Given that HMRC semi-recently updated its contracted-out guidance (November 30th 2023), it’s perhaps little wonder that the OPW check later also asks:
- Provide details of your outsourced services that you believe are fully contracted out and therefore exempt from client responsibilities under the off-payroll working rules.
- Please provide details of the process you use to determine that a service is fully contracted out.
Towards the second-half of the OPW check letter, maybe a bit of vanity from HMRC creeps in!
The tax authority states:
- Confirm if you use HMRC’s Check Employment Status for Tax (CEST) tool, or provide details if you use another equivalent tool.
Due to confidentiality reasons, I cannot disclose the identities of the organisations which we know to have received these off-payroll audits by HMRC.
But some are recognisable household names.
And in all cases, we believe that compliance issues were identified by HMRC.

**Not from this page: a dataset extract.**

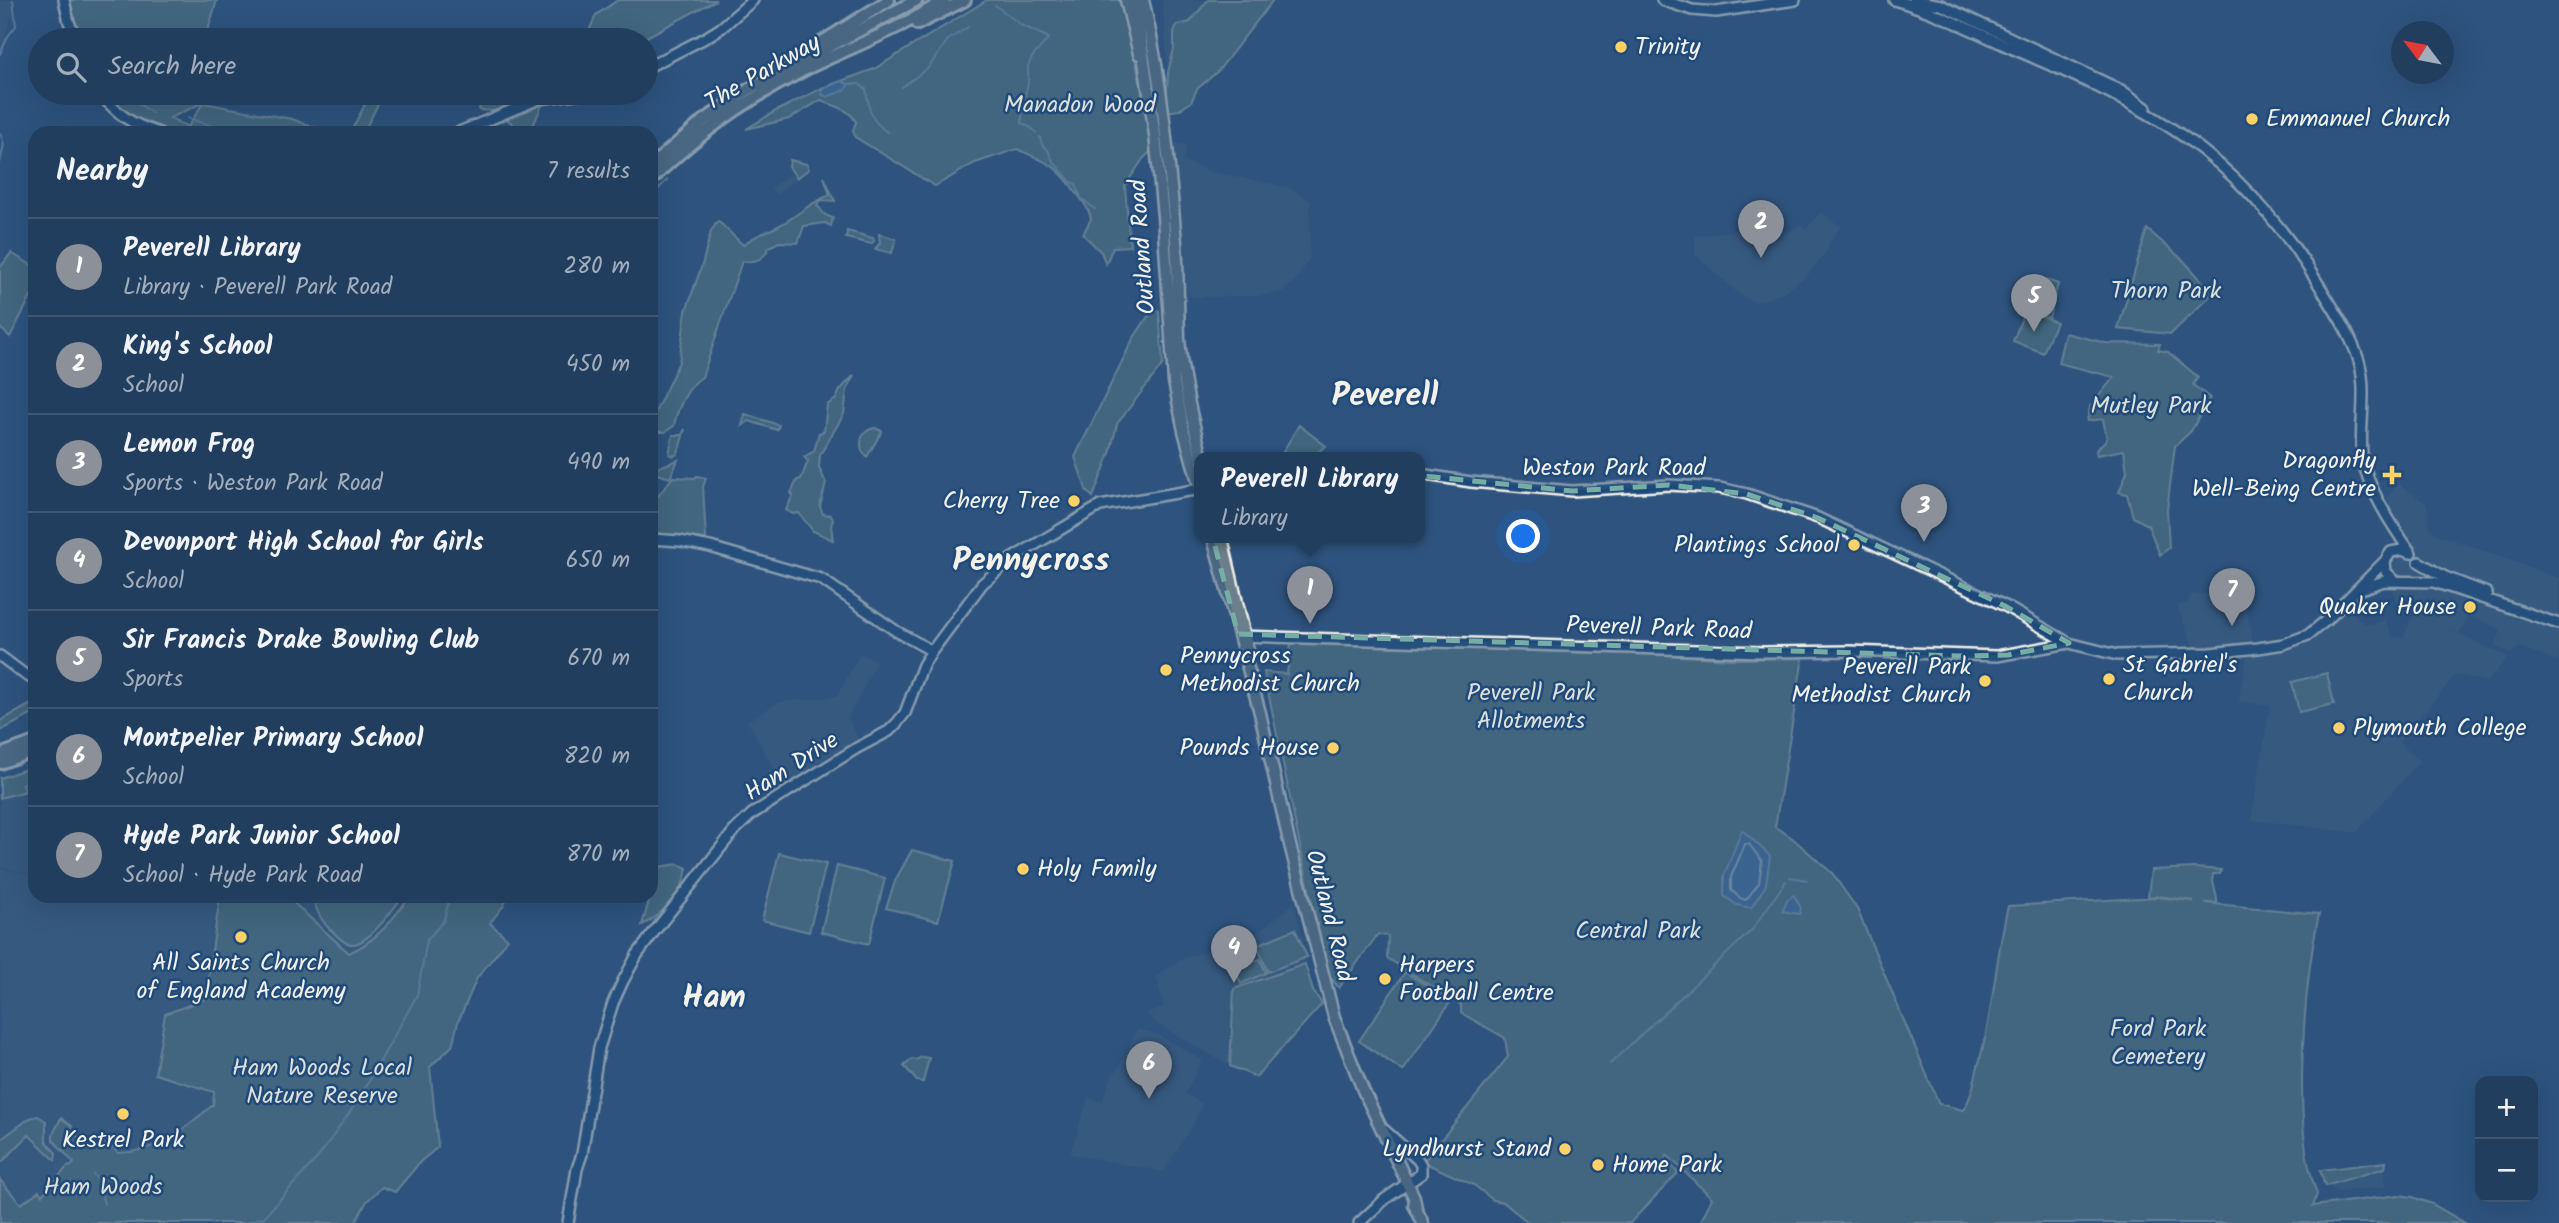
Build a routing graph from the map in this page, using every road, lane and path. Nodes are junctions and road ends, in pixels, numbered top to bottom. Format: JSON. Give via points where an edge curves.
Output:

At the time of writing, we are waiting to hear from the end-users in terms of HMRC’s next steps.
But already, the OPW checks appear to have uncovered three main failings in terms of OPW compliance.
1. The Status Determination Statement simply hadn’t been completed
In some cases where PSCs had been engaged, those engagements were signed off by line managers, but there was little to no consideration of the OPW rules. As a result, the client had to disclose to HMRC where Status Determination Statements had simply not been completed.
2. Many Status Determination Statements were wrong or out of date
In some instances, PSCs were on-site for 18 months and such contractors handled a range of tasks, often agreeing to do whatever the client requested, regardless of what their contract specified.
Some PSCs signed numerous extensions without any new SDS being issued.
Furthermore, we estimate only about 20% of the terms we saw PSCs engaged on outlined “deliverables.”
Job titles for outside IR35 contractors were commonplace.
Also in the vast majority of instances, managers we spoke to confessed that the SDS no longer reflected the true way in which the PSC was engaged, or now operated day-to-day.
In a potential knee-jerk to the SDS not keeping up with the reality, more often than not, the contractor was switched from outside IR35 to inside IR35.
3. Right of Substitution; what right of substitution?
In eight instances of OPW checks at eight separate organisations, not a single substitution was offered or used.
When we informally asked, clients freely disclosed they would most likely reject any substitute, saying only “the person they interviewed” was expected to carry out the work.
Many contractual terms gave clients the power to veto a substitute and named the individual performing the work.
Not great news is it? And that's before Autumn Budget 2024!
We are acutely aware that these perceived instances of IR35 non-compliance, specifically with the OPW rules, isn’t what many contractors want to hear.
Our takeaway from all of the organisations which were subjected to an OPW check and which had perceived instances of non-compliance, is that the use of PSC workers is now being discussed at these organisations, at the highest level.
OPW failings: How end-clients are responding -- and how PSCs might respond
Apparent failings of managers to follow processes, and in some cases, the perceived failure to implement OPW/IR35 processes, mean that some C-suite decision-makers are now questioning their continued usage of PSC workers.
Last week to end-users, I asked online:
“If you were to receive such a letter, would you be confident that your processes and determinations could withstand HMRC's scrutiny?” Well, if I were a PSC contractor, I’d want to know that the answer would be a resounding “yes” to that question. If not, I might be asking some questions of my own and vote with my feet if the answers come up short.